- [What you will do]
Find the string "Caraguata" in the entries and copy each line that has it.

- [Provided records]
★ ★ ★ ★
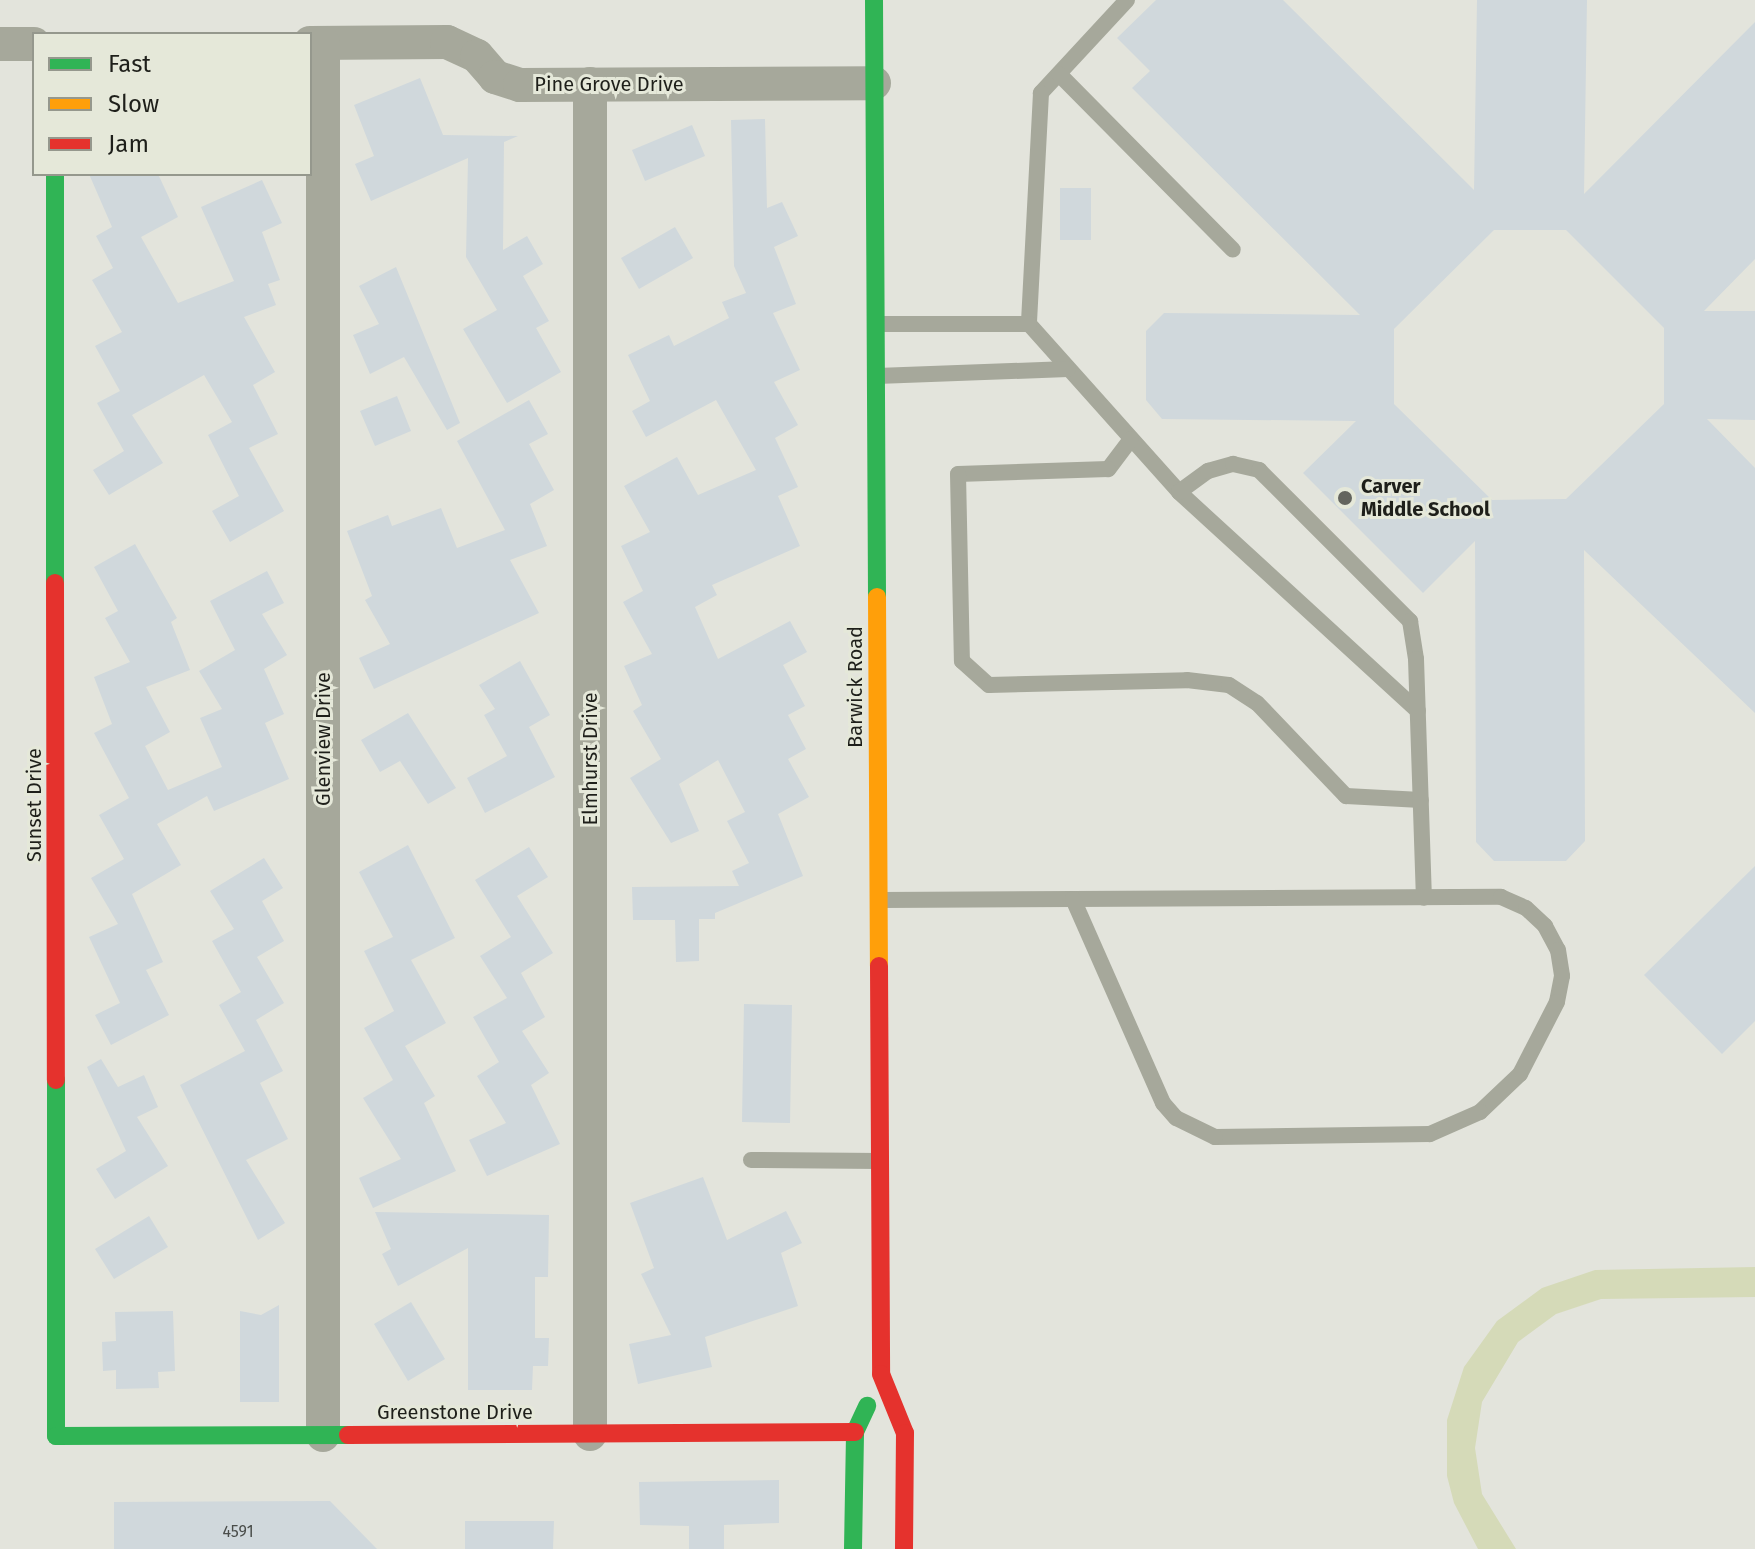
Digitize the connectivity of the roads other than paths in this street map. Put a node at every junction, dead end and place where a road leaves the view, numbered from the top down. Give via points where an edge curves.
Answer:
1 (874, 0) edge
2 (1127, 0) edge
3 (316, 43) edge
4 (0, 44) edge
5 (32, 44) edge
6 (1059, 74) junction
7 (874, 83) junction
8 (590, 84) junction
9 (55, 176) edge
10 (1233, 250) dead end
11 (875, 324) junction
12 (1029, 324) junction
13 (1068, 369) junction
14 (876, 376) junction
15 (1131, 439) junction
16 (1179, 492) junction
17 (1418, 711) junction
18 (1421, 800) junction
19 (1424, 898) junction
20 (1073, 899) junction
21 (878, 900) junction
22 (751, 1160) dead end
23 (880, 1161) junction
24 (881, 1374) junction
25 (855, 1432) junction
26 (590, 1434) junction
27 (323, 1435) junction
28 (56, 1436) joint
29 (853, 1549) edge
30 (904, 1549) edge

1 - 7 street, Barwick Road
2 - 6 lane
3 - 8 street, Pine Grove Drive via 447,42 477,56 495,77 520,85
3 - 27 street, Glenview Drive
4 - 5 street
6 - 10 lane
6 - 12 lane via 1041,93
7 - 8 street, Pine Grove Drive
7 - 11 street, Barwick Road
8 - 26 street, Elmhurst Drive
9 - 28 street, Sunset Drive
11 - 12 lane
11 - 14 street, Barwick Road
12 - 13 lane
13 - 14 lane
13 - 15 lane
14 - 21 street, Barwick Road
15 - 16 lane
15 - 18 lane via 1108,469 958,474 962,661 989,685 1187,680 1229,685 1257,703 1346,796
16 - 17 lane
16 - 17 lane via 1208,471 1233,464 1259,470 1410,621
17 - 18 lane
18 - 19 lane
19 - 20 lane
19 - 20 lane via 1501,897 1526,908 1545,926 1558,950 1562,976 1557,1002 1520,1074 1480,1112 1430,1134 1375,1138 1215,1137 1176,1118 1153,1083
20 - 21 lane
21 - 23 street, Barwick Road
22 - 23 lane
23 - 24 street, Barwick Road
24 - 25 street, Barwick Road
24 - 30 street, Barwick Road via 905,1433
25 - 26 street, Greenstone Drive
25 - 29 street, Barwick Road
26 - 27 street, Greenstone Drive
27 - 28 street, Greenstone Drive

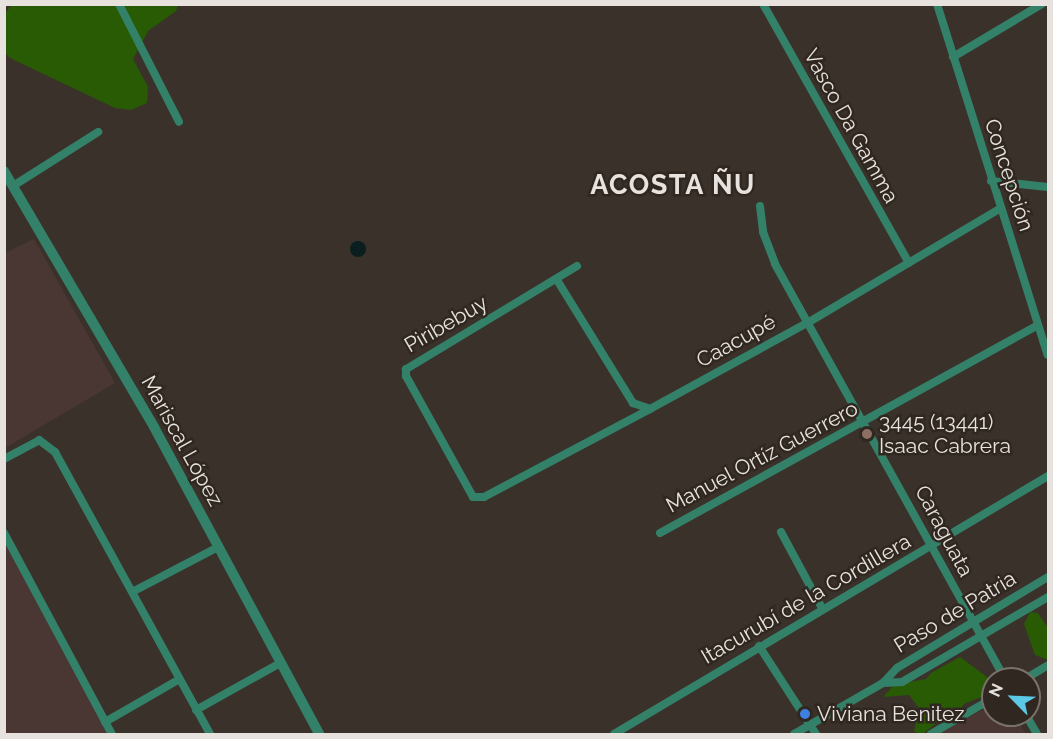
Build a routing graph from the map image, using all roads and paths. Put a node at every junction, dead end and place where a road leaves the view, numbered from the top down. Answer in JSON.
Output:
{"nodes":[{"id":1,"x":119,"y":4,"type":"edge"},
{"id":2,"x":764,"y":4,"type":"edge"},
{"id":3,"x":937,"y":4,"type":"edge"},
{"id":4,"x":1042,"y":4,"type":"edge"},
{"id":5,"x":953,"y":57,"type":"junction"},
{"id":6,"x":179,"y":122,"type":"dead end"},
{"id":7,"x":98,"y":132,"type":"dead end"},
{"id":8,"x":4,"y":171,"type":"edge"},
{"id":9,"x":991,"y":181,"type":"junction"},
{"id":10,"x":13,"y":186,"type":"junction"},
{"id":11,"x":1048,"y":187,"type":"edge"},
{"id":12,"x":760,"y":206,"type":"dead end"},
{"id":13,"x":1001,"y":208,"type":"junction"},
{"id":14,"x":909,"y":263,"type":"junction"},
{"id":15,"x":578,"y":266,"type":"dead end"},
{"id":16,"x":557,"y":280,"type":"junction"},
{"id":17,"x":809,"y":322,"type":"junction"},
{"id":18,"x":1038,"y":325,"type":"junction"},
{"id":19,"x":1048,"y":355,"type":"edge"},
{"id":20,"x":650,"y":409,"type":"junction"},
{"id":21,"x":865,"y":423,"type":"junction"},
{"id":22,"x":4,"y":459,"type":"edge"},
{"id":23,"x":1048,"y":476,"type":"edge"},
{"id":24,"x":484,"y":497,"type":"joint"},
{"id":25,"x":782,"y":532,"type":"dead end"},
{"id":26,"x":4,"y":533,"type":"edge"},
{"id":27,"x":660,"y":533,"type":"dead end"},
{"id":28,"x":933,"y":545,"type":"junction"},
{"id":29,"x":218,"y":547,"type":"junction"},
{"id":30,"x":1048,"y":577,"type":"edge"},
{"id":31,"x":134,"y":591,"type":"junction"},
{"id":32,"x":1048,"y":597,"type":"edge"},
{"id":33,"x":822,"y":608,"type":"junction"},
{"id":34,"x":971,"y":622,"type":"junction"},
{"id":35,"x":980,"y":637,"type":"junction"},
{"id":36,"x":759,"y":646,"type":"junction"},
{"id":37,"x":280,"y":663,"type":"junction"},
{"id":38,"x":998,"y":667,"type":"edge"},
{"id":39,"x":178,"y":680,"type":"junction"},
{"id":40,"x":883,"y":683,"type":"junction"},
{"id":41,"x":981,"y":705,"type":"edge"},
{"id":42,"x":195,"y":710,"type":"junction"},
{"id":43,"x":105,"y":722,"type":"junction"},
{"id":44,"x":810,"y":725,"type":"junction"},
{"id":45,"x":112,"y":735,"type":"edge"},
{"id":46,"x":210,"y":735,"type":"edge"},
{"id":47,"x":319,"y":735,"type":"edge"},
{"id":48,"x":614,"y":735,"type":"edge"},
{"id":49,"x":794,"y":735,"type":"edge"},
{"id":50,"x":816,"y":735,"type":"edge"},
{"id":51,"x":931,"y":735,"type":"edge"}],
"edges":[{"from":1,"to":6,"type":"street"},
{"from":2,"to":14,"type":"street","name":"Vasco Da Gamma"},
{"from":3,"to":5,"type":"street","name":"Concepción"},
{"from":4,"to":5,"type":"street"},
{"from":5,"to":9,"type":"street","name":"Concepción"},
{"from":7,"to":10,"type":"street"},
{"from":8,"to":10,"type":"street","name":"Mariscal López"},
{"from":9,"to":11,"type":"street"},
{"from":9,"to":13,"type":"street","name":"Concepción"},
{"from":10,"to":29,"type":"street","name":"Mariscal López"},
{"from":12,"to":17,"type":"street","name":"Caraguata"},
{"from":13,"to":14,"type":"street","name":"Caacupé"},
{"from":13,"to":18,"type":"street","name":"Concepción"},
{"from":14,"to":17,"type":"street","name":"Caacupé"},
{"from":15,"to":16,"type":"street","name":"Piribebuy"},
{"from":16,"to":20,"type":"street"},
{"from":16,"to":24,"type":"street","name":"Piribebuy"},
{"from":17,"to":20,"type":"street","name":"Caacupé"},
{"from":17,"to":21,"type":"street","name":"Caraguata"},
{"from":18,"to":19,"type":"street","name":"Concepción"},
{"from":18,"to":21,"type":"street","name":"Manuel Ortíz Guerrero"},
{"from":20,"to":24,"type":"street","name":"Caacupé"},
{"from":21,"to":27,"type":"street","name":"Manuel Ortíz Guerrero"},
{"from":21,"to":28,"type":"street","name":"Caraguata"},
{"from":22,"to":31,"type":"street"},
{"from":23,"to":28,"type":"street","name":"Itacurubí de la Cordillera"},
{"from":25,"to":33,"type":"street"},
{"from":26,"to":43,"type":"street"},
{"from":28,"to":33,"type":"street","name":"Itacurubí de la Cordillera"},
{"from":28,"to":34,"type":"street","name":"Caraguata"},
{"from":29,"to":31,"type":"street"},
{"from":29,"to":37,"type":"street","name":"Mariscal López"},
{"from":30,"to":34,"type":"street","name":"Paso de Patria"},
{"from":31,"to":39,"type":"street"},
{"from":32,"to":35,"type":"street","name":"Paso de Patria"},
{"from":33,"to":36,"type":"street","name":"Itacurubí de la Cordillera"},
{"from":34,"to":35,"type":"street","name":"Caraguata"},
{"from":34,"to":40,"type":"street","name":"Paso de Patria"},
{"from":35,"to":38,"type":"street","name":"Caraguata"},
{"from":35,"to":40,"type":"street","name":"Paso de Patria"},
{"from":36,"to":44,"type":"street"},
{"from":36,"to":48,"type":"street","name":"Itacurubí de la Cordillera"},
{"from":37,"to":42,"type":"street"},
{"from":37,"to":47,"type":"street","name":"Mariscal López"},
{"from":39,"to":42,"type":"street"},
{"from":39,"to":43,"type":"street"},
{"from":40,"to":44,"type":"street","name":"Paso de Patria"},
{"from":41,"to":51,"type":"street"},
{"from":42,"to":46,"type":"street"},
{"from":43,"to":45,"type":"street"},
{"from":44,"to":49,"type":"street","name":"Paso de Patria"},
{"from":44,"to":50,"type":"street"}]}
★ ★ ★ ★
- [Expected answer]
{"from":12,"to":17,"type":"street","name":"Caraguata"},
{"from":17,"to":21,"type":"street","name":"Caraguata"},
{"from":21,"to":28,"type":"street","name":"Caraguata"},
{"from":28,"to":34,"type":"street","name":"Caraguata"},
{"from":34,"to":35,"type":"street","name":"Caraguata"},
{"from":35,"to":38,"type":"street","name":"Caraguata"},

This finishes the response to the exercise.